Book Architecture and Labor

Download or read book Architecture and Labor written by Peggy Deamer and published by Routledge. This book was released on 2020-04-07 with total page 188 pages. Available in PDF, EPUB and Kindle. Book excerpt: Through a collection of 13 chapters, Peggy Deamer examines the profession of architecture not as an abstraction, but as an assemblage of architectural workers. What forces prevent architects from empowering ourselves to be more relevant and better rewarded? How can these forces be set aside by new narratives, new organizations and new methods of production? How can we sit at the decision-making table to combat short-term real estate interests for longer-term social and ethical value? How can we pull architecture—its conceptualization, its pedagogy, and its enactment—into the 21st century without succumbing to its neoliberal paradigm? In addressing these controversial questions, Architecture and Labor brings contemporary discourses on creative labor to architecture, a discipline devoid of labor consciousness. This book addresses how, not just what, architects produce and focuses not on the past but on the present. It is sympathetic to the particularly intimate way that architects approach their design work while contextualizing that work historically, institutionally, economically, and ideologically.
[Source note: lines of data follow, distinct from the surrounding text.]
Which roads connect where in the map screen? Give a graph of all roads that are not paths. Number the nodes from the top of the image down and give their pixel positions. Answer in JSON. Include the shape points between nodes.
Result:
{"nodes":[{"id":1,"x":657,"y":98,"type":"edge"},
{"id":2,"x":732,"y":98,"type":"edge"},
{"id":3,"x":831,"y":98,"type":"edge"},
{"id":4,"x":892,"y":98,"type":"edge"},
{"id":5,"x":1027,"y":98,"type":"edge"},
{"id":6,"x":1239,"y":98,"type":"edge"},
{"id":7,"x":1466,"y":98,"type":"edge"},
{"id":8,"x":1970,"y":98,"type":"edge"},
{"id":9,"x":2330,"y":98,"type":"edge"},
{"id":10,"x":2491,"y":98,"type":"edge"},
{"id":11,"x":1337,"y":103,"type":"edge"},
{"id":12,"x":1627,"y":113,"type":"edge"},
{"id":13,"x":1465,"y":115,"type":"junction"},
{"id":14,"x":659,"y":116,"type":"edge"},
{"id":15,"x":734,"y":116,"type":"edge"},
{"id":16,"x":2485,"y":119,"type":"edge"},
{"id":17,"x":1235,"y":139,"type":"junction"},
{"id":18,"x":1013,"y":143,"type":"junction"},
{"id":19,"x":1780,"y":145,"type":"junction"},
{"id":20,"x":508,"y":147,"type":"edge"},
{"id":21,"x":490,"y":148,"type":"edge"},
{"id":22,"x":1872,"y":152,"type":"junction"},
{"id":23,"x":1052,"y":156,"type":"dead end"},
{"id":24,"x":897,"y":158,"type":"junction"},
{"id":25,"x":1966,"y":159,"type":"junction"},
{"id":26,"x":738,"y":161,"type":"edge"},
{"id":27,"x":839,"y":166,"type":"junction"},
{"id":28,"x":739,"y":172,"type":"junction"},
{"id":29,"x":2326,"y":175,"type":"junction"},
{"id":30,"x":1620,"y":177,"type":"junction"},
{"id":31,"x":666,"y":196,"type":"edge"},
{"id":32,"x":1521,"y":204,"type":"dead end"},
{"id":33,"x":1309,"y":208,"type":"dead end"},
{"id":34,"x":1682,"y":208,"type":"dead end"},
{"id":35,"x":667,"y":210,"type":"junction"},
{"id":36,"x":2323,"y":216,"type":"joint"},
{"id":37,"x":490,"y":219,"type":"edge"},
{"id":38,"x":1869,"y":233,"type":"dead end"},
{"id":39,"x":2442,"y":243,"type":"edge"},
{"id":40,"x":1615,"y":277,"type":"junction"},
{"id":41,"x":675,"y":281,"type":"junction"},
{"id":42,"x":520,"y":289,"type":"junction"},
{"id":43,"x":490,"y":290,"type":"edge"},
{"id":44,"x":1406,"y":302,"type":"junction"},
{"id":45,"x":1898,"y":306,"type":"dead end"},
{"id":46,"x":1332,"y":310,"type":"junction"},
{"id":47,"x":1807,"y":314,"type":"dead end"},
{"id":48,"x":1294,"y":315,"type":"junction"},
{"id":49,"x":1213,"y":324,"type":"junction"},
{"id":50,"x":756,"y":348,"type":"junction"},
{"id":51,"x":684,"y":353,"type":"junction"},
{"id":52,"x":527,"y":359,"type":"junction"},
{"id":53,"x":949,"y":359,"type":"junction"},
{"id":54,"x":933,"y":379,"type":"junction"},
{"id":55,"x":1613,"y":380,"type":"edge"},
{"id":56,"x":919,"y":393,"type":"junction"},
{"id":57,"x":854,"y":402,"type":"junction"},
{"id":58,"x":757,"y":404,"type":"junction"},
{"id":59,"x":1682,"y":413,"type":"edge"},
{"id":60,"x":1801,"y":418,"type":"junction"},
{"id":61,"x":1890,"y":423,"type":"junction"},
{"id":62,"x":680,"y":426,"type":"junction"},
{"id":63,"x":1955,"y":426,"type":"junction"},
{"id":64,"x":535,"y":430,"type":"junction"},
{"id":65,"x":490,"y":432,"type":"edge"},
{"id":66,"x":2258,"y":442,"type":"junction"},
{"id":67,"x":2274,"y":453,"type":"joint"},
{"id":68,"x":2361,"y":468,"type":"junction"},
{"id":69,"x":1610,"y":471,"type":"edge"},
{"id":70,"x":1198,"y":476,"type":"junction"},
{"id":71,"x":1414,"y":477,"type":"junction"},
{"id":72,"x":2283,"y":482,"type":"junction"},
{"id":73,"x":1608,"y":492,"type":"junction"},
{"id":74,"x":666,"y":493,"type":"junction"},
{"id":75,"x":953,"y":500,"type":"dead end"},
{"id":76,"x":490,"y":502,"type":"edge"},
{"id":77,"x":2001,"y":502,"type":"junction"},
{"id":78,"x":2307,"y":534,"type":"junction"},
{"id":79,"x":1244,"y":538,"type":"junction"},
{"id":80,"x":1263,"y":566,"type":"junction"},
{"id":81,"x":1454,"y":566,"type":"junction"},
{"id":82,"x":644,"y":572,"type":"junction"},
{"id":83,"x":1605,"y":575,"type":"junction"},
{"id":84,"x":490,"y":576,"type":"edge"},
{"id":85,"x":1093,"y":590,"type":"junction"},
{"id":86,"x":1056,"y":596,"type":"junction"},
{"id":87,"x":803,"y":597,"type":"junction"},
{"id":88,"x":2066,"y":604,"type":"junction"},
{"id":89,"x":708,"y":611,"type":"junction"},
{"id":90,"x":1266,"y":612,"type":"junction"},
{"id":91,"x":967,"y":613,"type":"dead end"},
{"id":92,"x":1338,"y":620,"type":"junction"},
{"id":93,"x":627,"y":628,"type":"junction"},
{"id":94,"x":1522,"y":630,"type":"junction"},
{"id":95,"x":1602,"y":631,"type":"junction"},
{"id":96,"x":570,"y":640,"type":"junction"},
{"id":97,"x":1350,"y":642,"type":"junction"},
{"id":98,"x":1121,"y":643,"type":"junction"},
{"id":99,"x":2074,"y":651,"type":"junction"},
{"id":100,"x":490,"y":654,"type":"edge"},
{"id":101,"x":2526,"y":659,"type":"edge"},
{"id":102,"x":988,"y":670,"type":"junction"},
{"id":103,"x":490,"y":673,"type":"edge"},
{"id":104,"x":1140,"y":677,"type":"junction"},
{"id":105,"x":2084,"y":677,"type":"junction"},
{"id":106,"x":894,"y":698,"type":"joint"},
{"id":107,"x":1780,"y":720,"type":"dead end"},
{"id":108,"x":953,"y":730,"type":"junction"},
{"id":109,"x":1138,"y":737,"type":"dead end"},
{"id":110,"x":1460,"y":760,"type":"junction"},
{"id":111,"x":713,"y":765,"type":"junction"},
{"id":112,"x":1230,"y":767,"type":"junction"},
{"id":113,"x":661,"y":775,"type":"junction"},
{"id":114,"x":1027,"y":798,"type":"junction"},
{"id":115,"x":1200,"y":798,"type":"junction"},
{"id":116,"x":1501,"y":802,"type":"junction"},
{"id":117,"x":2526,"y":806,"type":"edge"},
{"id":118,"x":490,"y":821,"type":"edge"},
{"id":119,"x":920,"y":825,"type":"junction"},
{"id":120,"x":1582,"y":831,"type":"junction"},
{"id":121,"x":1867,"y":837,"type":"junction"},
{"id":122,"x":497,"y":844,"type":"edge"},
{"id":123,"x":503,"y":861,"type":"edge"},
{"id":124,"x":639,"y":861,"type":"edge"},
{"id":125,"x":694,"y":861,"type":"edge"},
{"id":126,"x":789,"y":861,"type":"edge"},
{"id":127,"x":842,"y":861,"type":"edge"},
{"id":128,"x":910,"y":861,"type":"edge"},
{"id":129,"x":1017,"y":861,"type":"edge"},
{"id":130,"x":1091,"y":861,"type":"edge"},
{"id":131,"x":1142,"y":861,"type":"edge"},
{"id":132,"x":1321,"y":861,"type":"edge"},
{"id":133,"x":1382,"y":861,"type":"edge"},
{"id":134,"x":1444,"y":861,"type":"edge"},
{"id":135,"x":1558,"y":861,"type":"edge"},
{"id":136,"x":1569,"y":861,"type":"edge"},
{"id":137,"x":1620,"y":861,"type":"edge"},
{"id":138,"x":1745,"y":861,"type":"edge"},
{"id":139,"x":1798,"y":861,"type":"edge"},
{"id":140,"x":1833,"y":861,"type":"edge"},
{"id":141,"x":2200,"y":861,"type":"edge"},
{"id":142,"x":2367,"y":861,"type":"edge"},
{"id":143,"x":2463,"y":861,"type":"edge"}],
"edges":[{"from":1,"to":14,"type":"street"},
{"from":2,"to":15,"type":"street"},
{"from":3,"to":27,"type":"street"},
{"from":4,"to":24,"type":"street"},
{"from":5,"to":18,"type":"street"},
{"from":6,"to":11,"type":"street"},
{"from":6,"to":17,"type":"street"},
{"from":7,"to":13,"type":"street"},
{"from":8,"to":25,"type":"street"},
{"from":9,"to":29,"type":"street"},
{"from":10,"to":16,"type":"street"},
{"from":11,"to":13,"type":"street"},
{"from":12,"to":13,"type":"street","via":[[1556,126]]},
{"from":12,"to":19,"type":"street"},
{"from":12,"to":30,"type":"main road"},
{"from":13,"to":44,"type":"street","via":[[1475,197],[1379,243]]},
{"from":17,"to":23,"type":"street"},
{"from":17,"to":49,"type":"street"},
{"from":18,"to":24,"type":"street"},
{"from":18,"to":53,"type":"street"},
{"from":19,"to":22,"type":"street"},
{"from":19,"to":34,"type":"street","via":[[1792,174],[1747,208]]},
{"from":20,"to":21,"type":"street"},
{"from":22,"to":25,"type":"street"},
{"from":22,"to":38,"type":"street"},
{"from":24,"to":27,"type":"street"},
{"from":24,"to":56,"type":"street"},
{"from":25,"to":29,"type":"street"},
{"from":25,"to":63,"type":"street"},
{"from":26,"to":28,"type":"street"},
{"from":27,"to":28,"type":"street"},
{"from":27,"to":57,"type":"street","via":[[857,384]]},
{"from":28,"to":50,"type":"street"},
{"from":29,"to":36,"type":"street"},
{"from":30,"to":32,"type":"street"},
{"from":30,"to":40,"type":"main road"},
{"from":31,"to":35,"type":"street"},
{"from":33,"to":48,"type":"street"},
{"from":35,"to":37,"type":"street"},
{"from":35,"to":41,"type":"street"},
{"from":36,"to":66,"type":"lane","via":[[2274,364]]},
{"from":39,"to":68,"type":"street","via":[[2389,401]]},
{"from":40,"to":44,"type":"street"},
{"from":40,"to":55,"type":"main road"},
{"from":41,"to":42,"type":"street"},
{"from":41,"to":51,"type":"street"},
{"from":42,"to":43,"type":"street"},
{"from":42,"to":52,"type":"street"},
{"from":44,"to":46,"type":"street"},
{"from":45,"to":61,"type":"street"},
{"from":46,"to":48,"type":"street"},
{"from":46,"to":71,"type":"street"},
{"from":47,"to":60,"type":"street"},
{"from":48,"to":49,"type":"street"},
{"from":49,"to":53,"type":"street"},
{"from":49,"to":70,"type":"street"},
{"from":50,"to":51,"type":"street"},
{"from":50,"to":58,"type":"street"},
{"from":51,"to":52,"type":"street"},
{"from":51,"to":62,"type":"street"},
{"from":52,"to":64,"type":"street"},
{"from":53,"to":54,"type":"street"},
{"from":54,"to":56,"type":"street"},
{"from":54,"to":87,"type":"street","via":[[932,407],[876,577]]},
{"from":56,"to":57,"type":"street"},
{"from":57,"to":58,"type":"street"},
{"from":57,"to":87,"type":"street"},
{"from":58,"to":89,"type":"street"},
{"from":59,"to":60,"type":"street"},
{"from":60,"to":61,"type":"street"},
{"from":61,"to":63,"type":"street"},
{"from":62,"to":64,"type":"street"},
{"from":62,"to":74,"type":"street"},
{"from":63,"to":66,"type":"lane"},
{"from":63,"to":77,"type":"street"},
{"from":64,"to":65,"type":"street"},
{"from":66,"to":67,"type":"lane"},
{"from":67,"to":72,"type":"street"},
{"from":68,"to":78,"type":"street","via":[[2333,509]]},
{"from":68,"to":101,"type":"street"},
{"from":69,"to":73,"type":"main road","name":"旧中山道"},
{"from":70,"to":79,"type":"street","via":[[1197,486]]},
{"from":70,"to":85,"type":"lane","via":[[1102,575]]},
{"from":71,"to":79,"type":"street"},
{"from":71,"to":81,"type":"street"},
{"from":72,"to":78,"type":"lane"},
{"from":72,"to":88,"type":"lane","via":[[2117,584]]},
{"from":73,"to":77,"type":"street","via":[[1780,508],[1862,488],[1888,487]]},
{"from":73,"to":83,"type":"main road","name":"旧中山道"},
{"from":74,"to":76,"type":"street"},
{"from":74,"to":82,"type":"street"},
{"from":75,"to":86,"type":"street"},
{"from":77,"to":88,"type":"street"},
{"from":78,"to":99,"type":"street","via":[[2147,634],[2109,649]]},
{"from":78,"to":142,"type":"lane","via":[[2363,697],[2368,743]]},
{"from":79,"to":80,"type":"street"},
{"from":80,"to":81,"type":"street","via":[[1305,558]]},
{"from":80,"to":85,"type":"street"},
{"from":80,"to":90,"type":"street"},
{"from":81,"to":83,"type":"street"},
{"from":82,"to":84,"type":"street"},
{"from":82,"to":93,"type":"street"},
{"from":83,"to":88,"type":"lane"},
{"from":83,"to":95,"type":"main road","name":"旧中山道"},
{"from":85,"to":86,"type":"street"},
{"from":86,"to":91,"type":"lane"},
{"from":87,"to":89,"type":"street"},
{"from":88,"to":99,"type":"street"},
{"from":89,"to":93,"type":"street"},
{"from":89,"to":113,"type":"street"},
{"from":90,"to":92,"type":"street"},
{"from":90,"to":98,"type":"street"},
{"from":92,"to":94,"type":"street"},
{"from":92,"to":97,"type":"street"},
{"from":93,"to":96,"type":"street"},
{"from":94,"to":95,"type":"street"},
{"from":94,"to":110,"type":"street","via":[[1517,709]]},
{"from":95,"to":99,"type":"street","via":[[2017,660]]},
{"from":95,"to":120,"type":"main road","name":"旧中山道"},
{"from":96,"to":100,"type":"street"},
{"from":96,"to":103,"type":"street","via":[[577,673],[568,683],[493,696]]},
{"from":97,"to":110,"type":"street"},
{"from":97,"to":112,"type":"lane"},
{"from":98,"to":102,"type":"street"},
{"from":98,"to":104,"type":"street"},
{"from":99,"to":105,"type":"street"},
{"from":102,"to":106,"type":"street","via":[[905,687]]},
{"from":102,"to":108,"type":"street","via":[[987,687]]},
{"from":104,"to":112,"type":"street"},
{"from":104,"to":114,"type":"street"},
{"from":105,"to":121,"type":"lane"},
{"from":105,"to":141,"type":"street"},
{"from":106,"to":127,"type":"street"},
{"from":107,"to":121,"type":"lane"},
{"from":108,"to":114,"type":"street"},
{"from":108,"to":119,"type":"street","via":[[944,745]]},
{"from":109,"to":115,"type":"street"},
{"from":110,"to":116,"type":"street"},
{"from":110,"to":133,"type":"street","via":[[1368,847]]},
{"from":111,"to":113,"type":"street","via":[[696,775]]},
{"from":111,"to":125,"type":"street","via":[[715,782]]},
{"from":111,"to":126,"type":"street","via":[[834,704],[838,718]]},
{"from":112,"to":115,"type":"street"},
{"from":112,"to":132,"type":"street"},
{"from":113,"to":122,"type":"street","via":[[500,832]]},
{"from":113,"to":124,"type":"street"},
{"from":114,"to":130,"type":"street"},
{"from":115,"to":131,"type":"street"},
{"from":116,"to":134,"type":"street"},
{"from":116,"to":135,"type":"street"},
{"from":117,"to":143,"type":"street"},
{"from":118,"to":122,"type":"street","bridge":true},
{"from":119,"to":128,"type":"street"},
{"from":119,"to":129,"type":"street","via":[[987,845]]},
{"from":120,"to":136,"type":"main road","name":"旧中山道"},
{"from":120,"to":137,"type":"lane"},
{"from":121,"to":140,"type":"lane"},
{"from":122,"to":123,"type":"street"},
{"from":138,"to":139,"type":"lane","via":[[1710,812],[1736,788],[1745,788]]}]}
Architecture and Labor is sure to be a compelling read for pre-professional students, academics, and practitioners.

Book Architecture in the Age of Alienation

Download or read book Architecture in the Age of Alienation written by Timothy Rohan (M.) and published by . This book was released on 2001 with total page 380 pages. Available in PDF, EPUB and Kindle. Book excerpt:

Book Alienation   the City and the Slum   Mexico

Download or read book Alienation the City and the Slum Mexico written by S. Puente and published by . This book was released on 1971 with total page 101 pages. Available in PDF, EPUB and Kindle. Book excerpt:

Book Tight Spaces

    Book Details:
  • Author : Robert Sommer
  • Publisher : Prentice Hall
  • Release : 1974
  • ISBN :
  • Pages : 184 pages

Download or read book Tight Spaces written by Robert Sommer and published by Prentice Hall. This book was released on 1974 with total page 184 pages. Available in PDF, EPUB and Kindle. Book excerpt:

Book Peter Eisenman

Download or read book Peter Eisenman written by Barry Reid and published by . This book was released on 1995 with total page 38 pages. Available in PDF, EPUB and Kindle. Book excerpt:

Book Perhaps it is High Time for a Xeno architecture to Match

Download or read book Perhaps it is High Time for a Xeno architecture to Match written by Armen Avanessian and published by . This book was released on 2018 with total page 0 pages. Available in PDF, EPUB and Kindle. Book excerpt: "Our decision to start the series of conversations with you is based on your implementation of the "xeno" in your perspective practices. Perhaps it is high time for a xeno-architecture to match aims to unpack the prefix xeno, probing what it entails -not merely rhetorically but also as a means of practice- in an attempt to bring the ideas it contains more concretely into the domain of architecture. It proposes to link the more philosophical discussions on the notion of xeno with the questions of instrumentalization and governance that are necessarily involved in the praxis and geopolitics of architecture. And it relates the significance of legal architectures and technologically driven transformations in the metaphysics of law back to the agenda of xeno-architecture."